Two real fixes exist:
- Smooth the GPS altitude. A simple moving average over the last 30 seconds reduces the noise but smooths out genuine climbs at the start and end of a leg. A Kalman filter is better but I did not have the confidence in 2020 to implement one and trust its output.
- Read the barometer. Many Android phones have a barometric pressure sensor, which gives a much more stable relative altitude (you cannot trust absolute altitude from a barometer without local calibration, but relative climb is exactly what you want for elevation gain).
LogGPX shipped with smoothed GPS altitude and a fallback path to use the barometer where available. The right answer — combine both via a Kalman filter, weighted by the barometer when present — was on my list and never made it to ship. Five years later I still have the issue open.
Battery is the actual product constraint
High-frequency GPS sampling drains a phone fast. A modern phone running GPS at 1 Hz with the screen off will lose 20-30% of its battery per hour of recording. For a long ski-touring day — out at six, back at six — that is the whole battery.
LogGPX has an adaptive sampling rate. When the user is moving in a consistent direction at a consistent pace, the sampling rate drops to one point every five to ten seconds. When the heading or speed changes appreciably, it spikes back up. The result is a trace that is honest about turns and switchbacks without paying the battery cost of constant sampling on long straight sections.
The other battery decision: a foreground service with a permanent notification. The notification is ugly and intrusive. It is also what keeps Android from killing your recording when the user backgrounds the app. Inconvenience is what makes the recording reliable.
The VisuGPX integration
VisuGPX is a long-running French website for storing and analysing GPX traces. The LogGPX → VisuGPX path is the actual workflow: record a trace in the field, hit upload, the trace lives on a server you do not have to maintain, and you can compare it with the other ten thousand traces in your VisuGPX library.
Integrating against a third-party service you do not control is the part of the project I would do differently today. The dependency is a foot-gun: any change in the VisuGPX upload endpoint breaks the app silently. The right engineering move was a "save locally + optional upload" flow rather than upload-as-the-main-path. I did not see that clearly at the time.
What I would build today
Probably nothing. Strava, Locus Map, Komoot, Gaia GPS — the market for "track a hike on Android" has fully solved itself. The reasons I shipped LogGPX in 2020 were that none of those services handled the specific ski-touring terrain analysis my friends and I wanted, and that building the thing was its own goal. Both reasons have weakened.

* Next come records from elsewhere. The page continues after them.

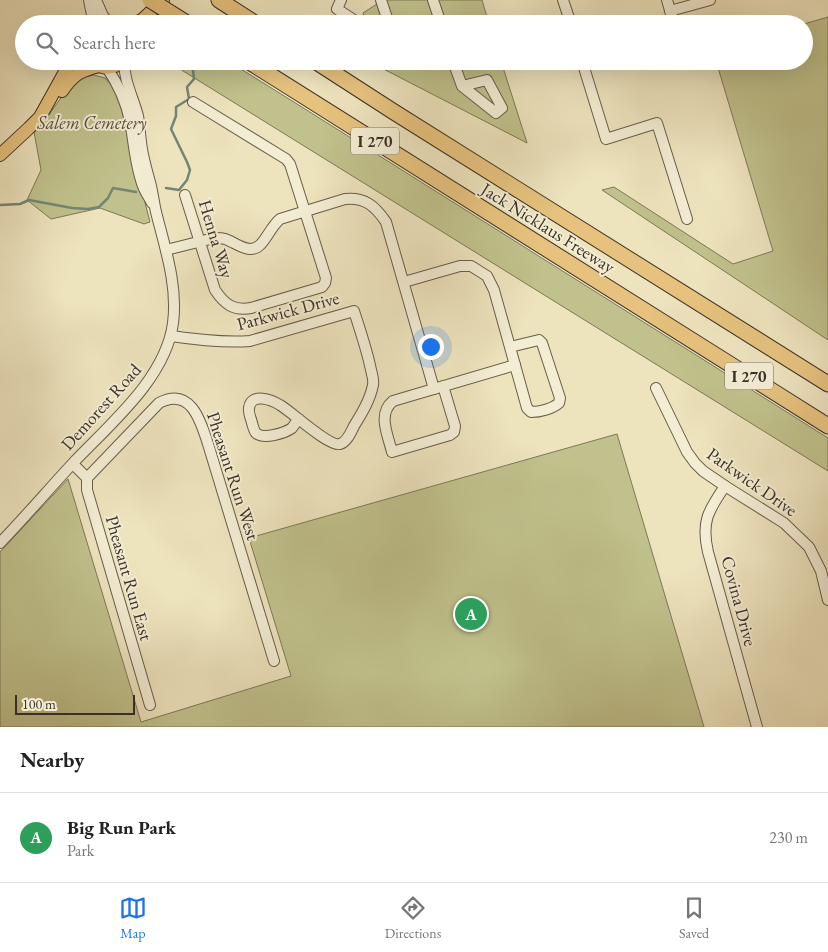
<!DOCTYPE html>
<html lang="en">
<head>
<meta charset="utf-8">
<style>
	:root { --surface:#fff; --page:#f2f2f2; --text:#222; --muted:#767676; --line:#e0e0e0; --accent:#1a73e8 }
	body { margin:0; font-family:"EB Garamond",serif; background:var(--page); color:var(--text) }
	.scale { position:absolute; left:15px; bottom:12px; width:120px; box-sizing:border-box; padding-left:5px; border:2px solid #3a3025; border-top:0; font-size:14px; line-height:18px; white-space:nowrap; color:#3a3025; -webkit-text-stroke:4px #f3edd4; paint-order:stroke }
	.you { position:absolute; left:430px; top:346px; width:18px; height:18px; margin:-12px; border:4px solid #fff; border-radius:50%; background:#1a73e8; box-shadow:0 0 0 8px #1a73e833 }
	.badge { display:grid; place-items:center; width:32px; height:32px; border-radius:50%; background:var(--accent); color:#fff; font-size:16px; font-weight:700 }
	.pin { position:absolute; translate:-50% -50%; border:2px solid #fff; box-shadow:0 1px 5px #0006 }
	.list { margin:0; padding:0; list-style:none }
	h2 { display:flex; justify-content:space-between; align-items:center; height:65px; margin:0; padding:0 20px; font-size:21px }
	h2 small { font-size:16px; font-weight:400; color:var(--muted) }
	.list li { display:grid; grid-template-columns:32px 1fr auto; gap:15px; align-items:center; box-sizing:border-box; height:90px; padding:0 20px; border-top:1px solid var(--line) }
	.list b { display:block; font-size:19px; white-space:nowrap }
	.list p { margin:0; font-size:16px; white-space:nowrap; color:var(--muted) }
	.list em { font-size:16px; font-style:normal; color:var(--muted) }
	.icon { flex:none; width:28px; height:28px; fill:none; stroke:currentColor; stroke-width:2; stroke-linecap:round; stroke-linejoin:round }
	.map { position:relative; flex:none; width:828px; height:727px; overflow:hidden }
	.search { position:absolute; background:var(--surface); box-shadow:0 5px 20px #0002; left:15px; right:15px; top:15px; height:55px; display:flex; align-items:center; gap:12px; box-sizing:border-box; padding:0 18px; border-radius:28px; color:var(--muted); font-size:19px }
	.sheet { height:155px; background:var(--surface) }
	nav { display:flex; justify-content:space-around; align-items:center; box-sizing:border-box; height:70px; border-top:1px solid var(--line); background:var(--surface); font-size:14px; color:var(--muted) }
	nav a { display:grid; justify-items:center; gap:2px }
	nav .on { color:var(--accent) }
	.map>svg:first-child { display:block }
</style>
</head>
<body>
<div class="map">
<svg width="828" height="727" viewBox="0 0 828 727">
	<rect width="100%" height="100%" fill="#ede3bd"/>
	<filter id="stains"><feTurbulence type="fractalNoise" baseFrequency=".004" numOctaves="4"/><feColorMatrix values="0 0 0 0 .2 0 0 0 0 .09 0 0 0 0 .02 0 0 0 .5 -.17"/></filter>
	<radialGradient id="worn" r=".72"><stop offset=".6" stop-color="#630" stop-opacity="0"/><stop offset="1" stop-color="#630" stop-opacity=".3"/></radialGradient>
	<g fill="#c0c18c" stroke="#7d7858">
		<polygon points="383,0 482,0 489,24 366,24 363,13"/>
		<polygon points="828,17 828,340 602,190 614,187 733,264 773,251 716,61 804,61 804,24"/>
		<polygon points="167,61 228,61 297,104 828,438 828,471"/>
		<polygon points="368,61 501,61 527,143"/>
		<polygon points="94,75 105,78 115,89 124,110 133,156 150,222 144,224 100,208 51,219 27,200 41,170 34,132 48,116 68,88 81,78"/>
		<polygon points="617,434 704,727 0,727 0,552 68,479 141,722 291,676 249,538"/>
	</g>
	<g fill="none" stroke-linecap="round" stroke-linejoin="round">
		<g stroke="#748577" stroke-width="2.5">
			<polyline points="166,188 179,190 187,180 190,170 187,162 171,129 176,116 176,107 189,99 187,87 194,79 193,70"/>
			<polyline points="0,205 20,204 29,200 72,208 88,209 99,207 108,198 113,188 136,192"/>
		</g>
		<g stroke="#675d4b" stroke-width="12">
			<g id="minor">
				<polyline points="89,0 92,15 93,24"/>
				<polyline points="96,0 103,16 110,24"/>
				<polyline points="341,0 337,9 360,24"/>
				<polyline points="381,0 389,24"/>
				<polyline points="433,0 441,24"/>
				<polyline points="563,0 571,24"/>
				<polyline points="667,0 674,24"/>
				<polyline points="670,11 710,0"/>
				<polyline points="453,61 462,86 496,113 502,108 487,80 462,86"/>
				<polyline points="582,61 606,139 657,123 687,219"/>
				<path d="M107 68C118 84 126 101 130 121 134 142 135 165 143 186 145 192 149 197 152 203"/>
				<path d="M185 195 215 290C225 305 234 311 251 308L322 287 325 283 326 278 290 164 286 159 193 102"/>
				<path d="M166 250 214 238C218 238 222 238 225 239 237 243 250 256 261 244 268 236 272 226 280 219L345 199C365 197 375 206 386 222L434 389"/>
				<path d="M404 282 460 266H471L487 276 494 290 527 408 531 412C540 412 552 409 559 403L560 398 542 343 539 340 510 347"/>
				<path d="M171 336C198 340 223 343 250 341L354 311C360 330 367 350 371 370 372 374 374 380 373 385 370 400 362 413 354 426 351 432 347 442 340 444 329 447 292 412 280 405 272 400 251 392 249 408 248 413 251 418 252 423 253 426 254 431 256 433 263 440 285 433 292 428 294 425 297 421 299 419"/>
				<path d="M443 386 455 426 454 432 450 435 392 452C388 435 377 414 393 401L515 365"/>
				<polyline points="656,388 687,452 695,463 703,471 725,486 784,523 809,547 821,571 828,600"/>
				<polyline points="73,464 87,478 87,490 150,705"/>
				<path d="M87 478 159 403C191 386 201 422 208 444L274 661"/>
				<path d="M725 486C708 511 701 522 708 552L757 727"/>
				<path d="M0 543C25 517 49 489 74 462 110 424 166 378 173 323 178 286 165 248 156 212 154 203 153 195 151 186 148 174 144 162 142 149 140 138 140 127 138 116 133 97 124 81 124 61"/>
			</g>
		</g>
		<g stroke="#3a3025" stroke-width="14">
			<g id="major">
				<polyline points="135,24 143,19 163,0"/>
				<path d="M94 63C104 70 114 69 123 61"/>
				<path d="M62 91C74 74 80 71 99 66"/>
				<polyline points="0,155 29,128 40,117 71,61"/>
			</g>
		</g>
		<g stroke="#3a3025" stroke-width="17">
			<g id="highway">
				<polyline points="219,0 256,24"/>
				<polyline points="248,61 828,426"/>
				<polyline points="315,61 394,112 828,384"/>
			</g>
		</g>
		<use href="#minor" stroke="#f3edd4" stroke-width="10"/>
		<use href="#major" stroke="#e6c27e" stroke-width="12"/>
		<use href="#highway" stroke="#e6c27e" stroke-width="15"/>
		<g stroke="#3a3025" stroke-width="17" stroke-linecap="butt">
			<polyline id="highway-bridge" points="150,0 185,22"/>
		</g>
		<use href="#highway-bridge" stroke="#e6c27e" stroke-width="15"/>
	</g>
	<g text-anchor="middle" stroke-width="4" stroke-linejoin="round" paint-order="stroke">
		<g fill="#f3edd4" stroke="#72695a" stroke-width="1">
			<rect x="351" y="127.5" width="48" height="27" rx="4"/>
			<rect x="725" y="362.5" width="48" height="27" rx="4"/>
		</g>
		<g font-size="16" font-weight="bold" fill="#3a3025">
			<text x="375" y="147">I 270</text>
			<text x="749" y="382">I 270</text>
		</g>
		<g font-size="18" font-style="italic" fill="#554d3a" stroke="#f3edd4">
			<text x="92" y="129">Salem Cemetery</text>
		</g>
		<g font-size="18" fill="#3a3025" stroke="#f3edd4">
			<text transform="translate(548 228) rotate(32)" y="6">Jack Nicklaus Freeway</text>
			<text transform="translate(216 239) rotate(73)" y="6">Henna Way</text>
			<text transform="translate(288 311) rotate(-15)" y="6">Parkwick Drive</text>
			<text transform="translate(101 407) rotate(-48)" y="6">Demorest Road</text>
			<text transform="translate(233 476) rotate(72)" y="6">Pheasant Run West</text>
			<text transform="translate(752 482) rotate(35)" y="6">Parkwick Drive</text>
			<text transform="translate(129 578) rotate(74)" y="6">Pheasant Run East</text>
			<text transform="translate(739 601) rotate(75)" y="6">Covina Drive</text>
		</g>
	</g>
	<rect width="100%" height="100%" filter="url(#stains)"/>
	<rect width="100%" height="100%" fill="url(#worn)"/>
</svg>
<div class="scale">100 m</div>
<div class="you"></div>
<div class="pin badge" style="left:471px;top:614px;background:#2e9e5b">A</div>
<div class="search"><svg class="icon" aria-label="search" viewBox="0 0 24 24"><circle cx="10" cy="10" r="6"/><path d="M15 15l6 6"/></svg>Search here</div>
</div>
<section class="sheet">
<h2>Nearby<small></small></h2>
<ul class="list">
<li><span class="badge" style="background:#2e9e5b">A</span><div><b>Big Run Park</b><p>Park</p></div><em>230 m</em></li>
</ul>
</section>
<nav>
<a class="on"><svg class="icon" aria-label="map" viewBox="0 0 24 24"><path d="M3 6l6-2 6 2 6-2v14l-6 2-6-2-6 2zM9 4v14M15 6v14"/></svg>Map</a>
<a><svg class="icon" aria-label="directions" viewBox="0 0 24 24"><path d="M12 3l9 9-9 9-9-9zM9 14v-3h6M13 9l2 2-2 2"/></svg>Directions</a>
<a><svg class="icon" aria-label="saved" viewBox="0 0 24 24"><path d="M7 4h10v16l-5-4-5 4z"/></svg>Saved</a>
</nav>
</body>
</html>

If I were starting from scratch with the same constraint — track and analyse touring traces — I would write a small Kotlin app with Jetpack Compose, the modern Location APIs, and the foreground-service pattern. The total LoC would be a fraction of what Java required. And I would treat battery profiling as a first-class test, not a thing I notice when my phone dies on a ridge at 2 PM.

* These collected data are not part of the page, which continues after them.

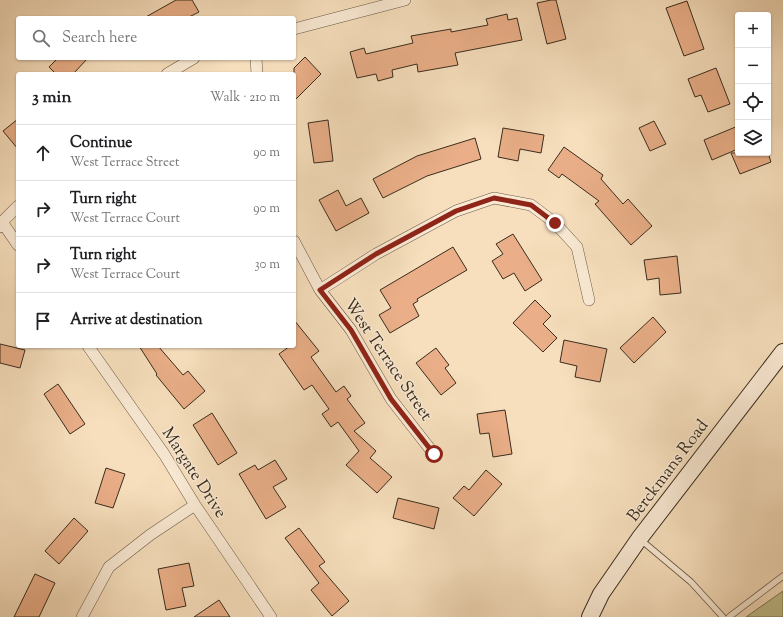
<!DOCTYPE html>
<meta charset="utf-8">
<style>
body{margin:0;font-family:"Sorts Mill Goudy",serif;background:#f6f6f6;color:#202124}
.controls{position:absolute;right:12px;top:12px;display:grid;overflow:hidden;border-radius:4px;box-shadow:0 1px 3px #0004}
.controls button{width:36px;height:36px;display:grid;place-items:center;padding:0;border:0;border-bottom:1px solid #e0e0e0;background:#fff;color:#202124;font:20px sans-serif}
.stop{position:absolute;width:12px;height:12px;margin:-9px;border:3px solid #8f2418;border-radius:50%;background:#fff}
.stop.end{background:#8f2418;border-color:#fff;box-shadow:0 1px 4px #0008}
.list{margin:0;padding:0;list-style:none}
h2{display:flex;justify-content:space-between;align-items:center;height:52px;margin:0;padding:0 16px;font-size:17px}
h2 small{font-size:13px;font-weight:400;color:#757577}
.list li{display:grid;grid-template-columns:26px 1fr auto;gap:12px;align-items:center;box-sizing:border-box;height:56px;padding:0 16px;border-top:1px solid #e0e0e0}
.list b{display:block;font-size:15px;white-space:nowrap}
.list p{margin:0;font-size:13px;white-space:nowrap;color:#757577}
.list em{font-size:13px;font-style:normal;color:#757577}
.icon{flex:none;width:22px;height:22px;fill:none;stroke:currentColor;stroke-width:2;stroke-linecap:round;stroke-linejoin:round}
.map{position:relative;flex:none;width:783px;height:617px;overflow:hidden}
.search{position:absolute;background:#fff;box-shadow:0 1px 3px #0004;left:16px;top:16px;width:280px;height:44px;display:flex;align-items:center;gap:10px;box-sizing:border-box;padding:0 14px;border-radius:4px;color:#757577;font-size:15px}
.panel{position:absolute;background:#fff;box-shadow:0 1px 3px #0004;left:16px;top:72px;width:280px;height:276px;border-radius:4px}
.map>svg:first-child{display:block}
</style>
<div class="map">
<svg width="783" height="617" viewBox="0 0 783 617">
<rect width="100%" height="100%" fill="#f7dfbd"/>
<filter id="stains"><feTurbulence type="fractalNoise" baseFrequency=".005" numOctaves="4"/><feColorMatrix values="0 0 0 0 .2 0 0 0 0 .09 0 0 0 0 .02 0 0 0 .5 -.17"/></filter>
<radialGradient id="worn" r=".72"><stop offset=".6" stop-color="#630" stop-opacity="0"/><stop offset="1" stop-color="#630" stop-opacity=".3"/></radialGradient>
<!-- green -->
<path fill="#c1c18e" stroke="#7d7656" d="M783,591V617H746Z"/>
<!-- building -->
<path fill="#eaaf88" stroke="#392c1e" d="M176,0H192L199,12L187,18H144Z
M551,0H556L566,39L547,44L537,3Z
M687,1L704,49L684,56L666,8Z
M507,14L508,20L517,18L522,40L455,53L458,65L418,72L417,64L392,70L393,77L378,81L376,74L357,78L350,52L364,48L366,54L413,43L411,36L451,29V32L488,25L486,19Z
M305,57L321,74L294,101V68Z
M58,58H88L73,74H56L49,67Z
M716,68L730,104L708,112L701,95L695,97L688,79Z
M18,119V149L3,131Z
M328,120L333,161L314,163L308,123Z
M654,121L666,144L650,151L639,128Z
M738,126V149L712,160L704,140Z
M503,128L544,135L541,153L520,149L518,161L498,157Z
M475,138L481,159L427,176L383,198L373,179L417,156Z
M564,147L603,175L601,179L623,204L628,199L652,226L631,245L595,204L599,201L562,174L559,178L548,170Z
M731,153H768L771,162L740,174Z
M338,190L346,206L361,198L369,213L336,231L319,200Z
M513,234L542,280L525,291L514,273L503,279L492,261L503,254L496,244Z
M453,247L467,270L417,299L418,301L413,304L419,316L390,333L379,315L391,308L380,290Z
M677,256L681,293L660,295L659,278L647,280L644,260Z
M535,300L551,316L543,324L557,338L543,352L513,323Z
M653,317L666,332L634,363L620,348Z
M294,320L319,351L311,357L336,392L344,386L351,396L347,399L365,423L354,431L376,451L370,458L392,477L377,493L346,465L359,451L338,422L331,427L322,414L329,409L312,385L304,390L279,354L290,346H294Z
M564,340L607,349L600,382L575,377L577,366L560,362Z
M0,344L25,350L20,368L0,363Z
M139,346H158L183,375L188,371L205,391L184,409L156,375L157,374Z
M436,348L449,365L445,368L456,383L441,395L416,363Z
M58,384L85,424L70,434L44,394Z
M505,410L512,454L493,457L489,433L480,434L477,414Z
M212,413L237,453L218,465L193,425Z
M275,460L287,479L273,487L286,507L266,519L239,474L255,465L258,470Z
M106,468L125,474L113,508L95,503Z
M486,470L502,484L474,516L453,498L464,486L469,490Z
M398,498L439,508L434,529L393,518Z
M74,518L88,531L59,564L45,551Z
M299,528L325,562L319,566L349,601L332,616L311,590L319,583L285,538Z
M189,563L194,586L182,588L186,606L166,610L158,569Z
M35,574L55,583L39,617H14Z
M219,600L230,617H194Z"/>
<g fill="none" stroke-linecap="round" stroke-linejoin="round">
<!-- service casing -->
<g stroke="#685946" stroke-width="7">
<path id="service" d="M641,540L691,582L723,617
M729,617L783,576"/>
</g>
<!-- minor casing -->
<g stroke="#685946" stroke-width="12">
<path id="minor" d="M294,29L405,0
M256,58L257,74
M167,74L194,58
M2,222L18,245
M0,227L2,222L18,206
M294,241L320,290L351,330L391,399L434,454
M320,290L376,254L456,211L494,198L531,205L555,223L577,247L589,300
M88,346L164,454L195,505L271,617
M82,617L109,567L150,535L195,505"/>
</g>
<!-- secondary casing -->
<g stroke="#392c1e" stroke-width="18">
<path id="secondary" d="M590,617L601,594L639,539L783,352"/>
</g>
<!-- service -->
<use href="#service" stroke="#faead4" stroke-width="5.5"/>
<!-- minor -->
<use href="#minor" stroke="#faead4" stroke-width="11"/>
<!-- secondary -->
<use href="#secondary" stroke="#faead4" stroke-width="16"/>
</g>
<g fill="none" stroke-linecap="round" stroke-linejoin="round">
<!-- route -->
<path stroke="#8f2418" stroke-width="5" d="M434,454L391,399L351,330L320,290L376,254L456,211L494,198L531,205L555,223"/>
</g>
<g text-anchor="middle" stroke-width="3" stroke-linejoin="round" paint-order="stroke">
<!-- street labels -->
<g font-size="17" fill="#392c1e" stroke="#faead4">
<text transform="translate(389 359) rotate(56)" y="6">West Terrace Street</text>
<text transform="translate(667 470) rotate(-53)" y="6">Berckmans Road</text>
<text transform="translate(195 472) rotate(57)" y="6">Margate Drive</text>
</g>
</g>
<rect width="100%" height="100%" filter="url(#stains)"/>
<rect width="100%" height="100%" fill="url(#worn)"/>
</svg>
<div class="controls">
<button>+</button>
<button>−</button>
<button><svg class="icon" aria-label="locate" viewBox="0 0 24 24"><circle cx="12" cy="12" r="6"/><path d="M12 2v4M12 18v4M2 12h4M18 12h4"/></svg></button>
<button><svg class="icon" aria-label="layers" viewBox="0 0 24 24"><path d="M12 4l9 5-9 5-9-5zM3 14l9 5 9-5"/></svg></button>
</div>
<div class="stop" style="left:434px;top:454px"></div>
<div class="stop end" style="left:555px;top:223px"></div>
<div class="search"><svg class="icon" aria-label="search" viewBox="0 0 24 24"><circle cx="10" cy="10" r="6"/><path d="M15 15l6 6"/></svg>Search here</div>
<section class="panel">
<h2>3 min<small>Walk · 210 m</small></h2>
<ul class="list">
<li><svg class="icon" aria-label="ahead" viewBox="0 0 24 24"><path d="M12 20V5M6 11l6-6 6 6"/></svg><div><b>Continue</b><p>West Terrace Street</p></div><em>90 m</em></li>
<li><svg class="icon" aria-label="right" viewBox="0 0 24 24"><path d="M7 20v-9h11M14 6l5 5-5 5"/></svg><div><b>Turn right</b><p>West Terrace Court</p></div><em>90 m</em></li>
<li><svg class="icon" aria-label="right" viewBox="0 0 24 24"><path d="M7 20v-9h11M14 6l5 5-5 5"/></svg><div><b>Turn right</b><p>West Terrace Court</p></div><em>30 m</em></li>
<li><svg class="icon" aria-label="arrive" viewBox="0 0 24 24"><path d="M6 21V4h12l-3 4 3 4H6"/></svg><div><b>Arrive at destination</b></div></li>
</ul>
</section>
</div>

The compounding-knowledge angle
LogGPX is the oldest of my published projects. Reading the code now is uncomfortable in the way reading any code five years old is. It also taught me things I now reach for instinctively: sensor fusion, foreground services, streaming parsers, GPS reliability quirks, and the basic humility that a phone is not a server. Every project compounds onto the next one. This one was a thicker layer of that compounding than I realised at the time.